# List.hd;;
- : 'a list -> 'a = <fun>
# List.tl;;
- : 'a list -> 'a list = <fun>
The more modern term for this is generics It is similar to the way that
we define an ArrayList<E> in Java. The "E" is a type parameter and indicates
that we can make many different kinds of ArrayList objects (ArrayList<String>,
ArrayList<Integer>, etc). In a similar manner, OCaml is letting you know that
the List.hd and List.tl functions can act on many different kinds of lists
(string list, int list, etc).I also mentioned that a good way to understand the list type in OCaml is to recognize that it is very much like the linked structures we studied in the introductory class. For example, you would define a generic node as follows:
public class ListNode<E> {
public E data; // data stored in this node
public ListNode next; // link to next node in the list
}
The "data" field is what you get when you call List.hd and the "next" part is
what you get by calling List.tl.I then spent time discussing the concept of mutable state. We try to avoid mutable state in functional programming. This will seem odd at first, because it is such a central technique in procedural programming that it's difficult to imagine how you can program without it. For example, in a language like Java we often have an integer variable n that we will increment by saying something like n++. This is a very typical example of mutable state. We have a memory location for the variable x that we change (or mutate) over time.
At first glance, OCaml variables appear to have the same ability. After all, we can say:
# let x = 3;;
val x : int = 3
# let x = x + 1;;
val x : int = 4
But this has a very different effect in OCaml. You should think of an OCaml
program as a sequence of bindings that are stored in an environment. The code
above introduces two different bindings for the variable x. The second binding
makes use of the value from the first binding, but this is very different from
sharing a single memory location that different code segments can all refer to.
I said that this distinction is difficult to understand at first, but it turns
out to be very important.I asked if anyone could think of a situation where it might matter that both bindings are preserved and someone said that it could matter if you define a function that refers to x, as in:
# let x = 3;;
val x : int = 3
# let f(n) = n * x;;
val f : int -> int = <fun>
# f(5);;
- : int = 15
# let x = x + 1;;
val x : int = 4
# f(5);;
- : int = 15
The function f refers to x but doesn't have a local variable called x, which
means it's going to look to the global environment. We refer to such a
variable as a "free variable" and we'll have a lot to say about free variables
later. But for now, just notice that the call on f(5) gives the same result
even when we introduce a second binding for x. The function uses the binding
that was current at the time it was defined.I asked people to consider whether immutability is good. I mentioned that Joshua Bloch, the architect of the Java class libraries, has written a book called Effective Java in which he gives a series of "tips" for programming well in Java. Item 17 is "Minimize mutability." For example, String objects are immutable in Java. I asked people what that means and whether it's a good thing.
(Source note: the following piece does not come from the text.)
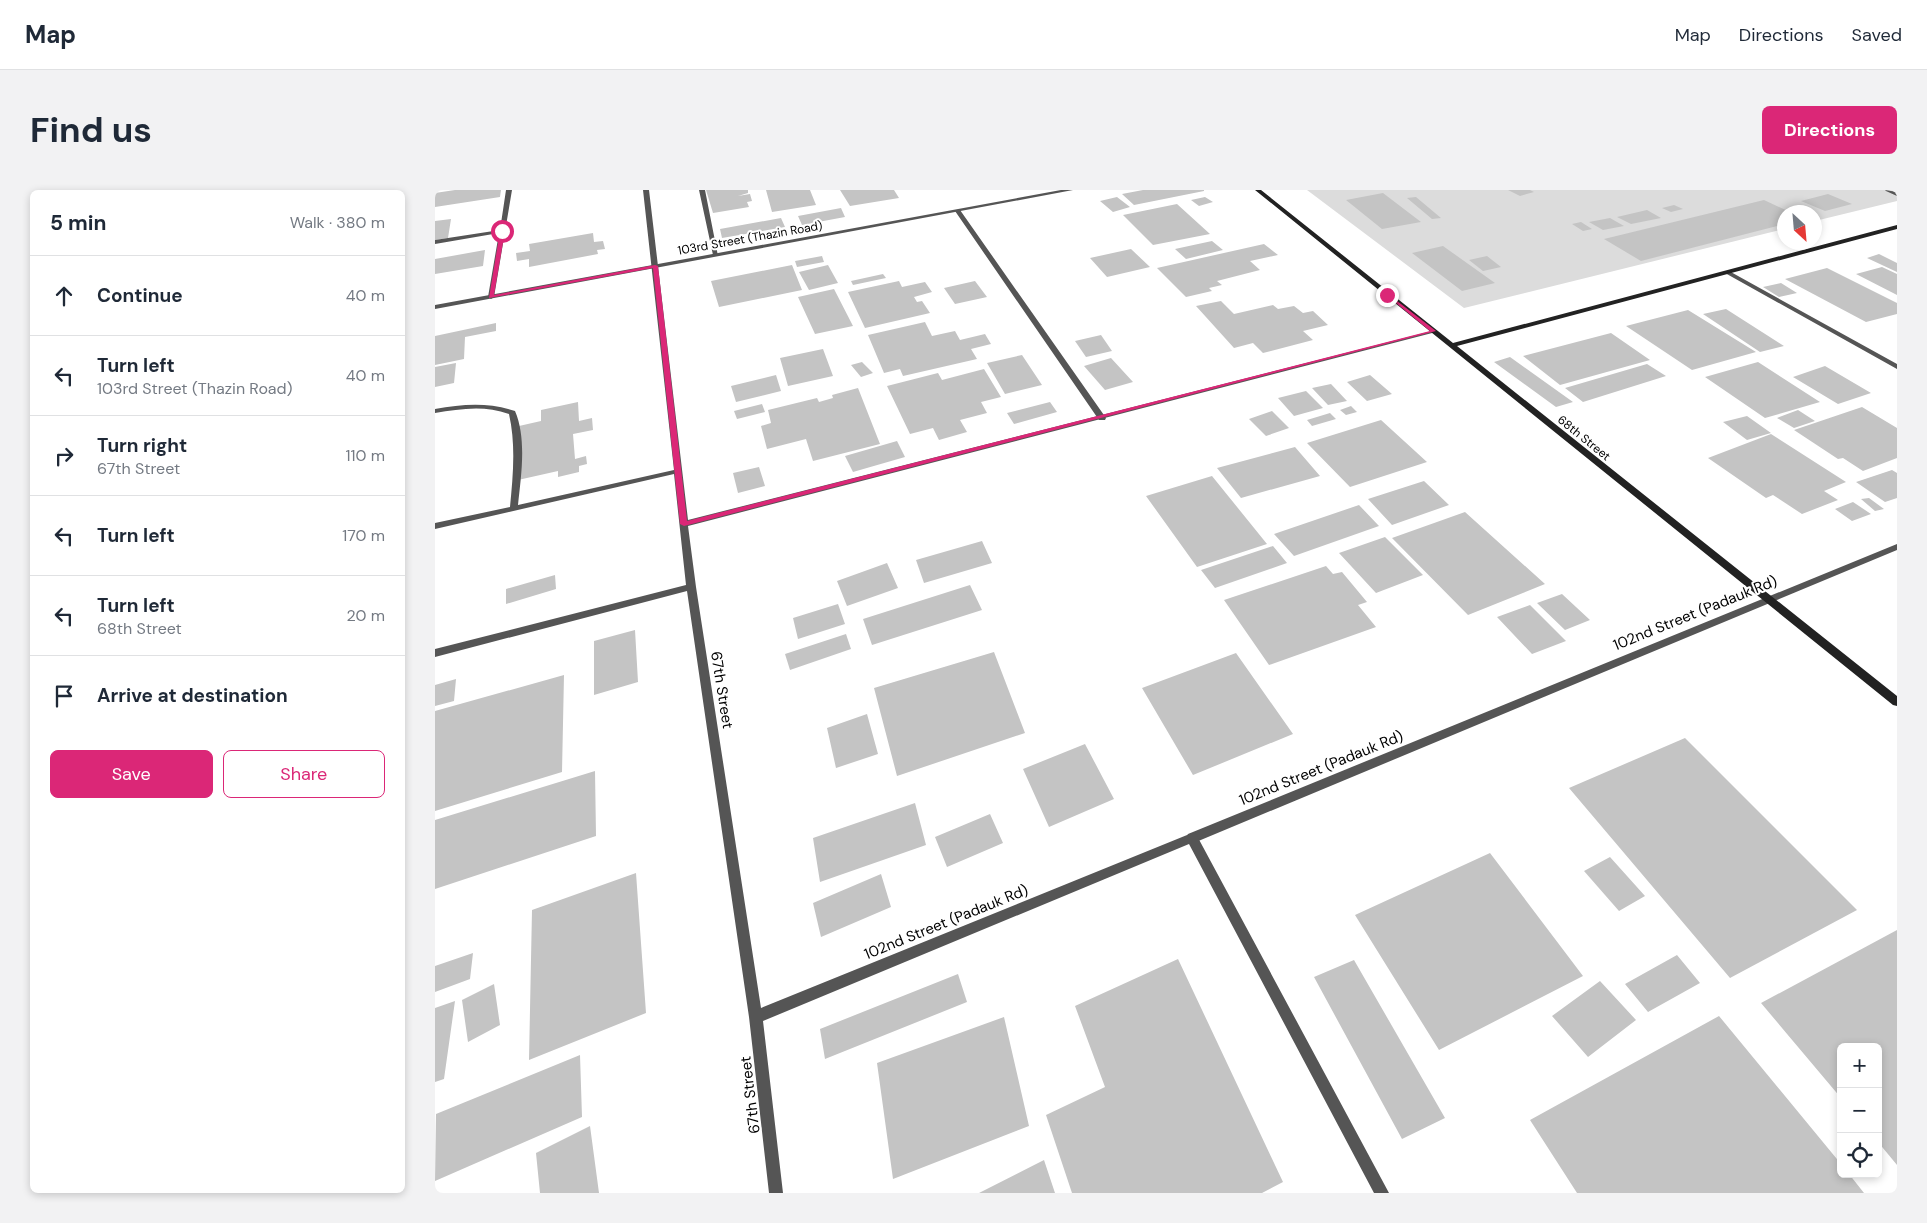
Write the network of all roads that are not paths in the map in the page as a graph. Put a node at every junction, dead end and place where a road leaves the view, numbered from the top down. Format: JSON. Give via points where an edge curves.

What it means is that once a String object is constructed, it can never be changed. At first, this seems like a dangerous and inefficient decision. For example, this loop generates 1001 different String objects just to put together a String of 1000 stars:
String s = "";
for (int i = 0; i < 1000; i++) {
s += "*";
}
I mentioned that Java has alternatives called StringBuffer and StringBuilder
that don't have this inefficiency. But why do this with String?Someone mentioned that it can be problematic to have two different variables pointing to the same object if they have the ability to change that object. The two different variables can interfere with each other. For example, we're all used to writing Java constructors that take String objects as parameters:
public Employee(String name, ...) {
this.name = name;
....
}
This is a potentially dangerous operation. Someone can give you a String that
you remember as the name of the employee and they can turn around and modify
the String. For example, I might try to trick a program into thinking that I'm
Bill Gates and later change the String to my name instead (e.g., having it send
a big paycheck to me instead of Bill). If Strings were mutable, we'd find
ourselves wanting to make a defensive copy in a constructor like this. That's
what we tend to do in languages like C++.This doesn't even have to be malicious. For example, someone might be using a mutable single String to create a series of different Employee objects. So they change the value of the name string and pass the new name. If you just store a reference to that String, then you end up with a series of Employee objects that all have the same name.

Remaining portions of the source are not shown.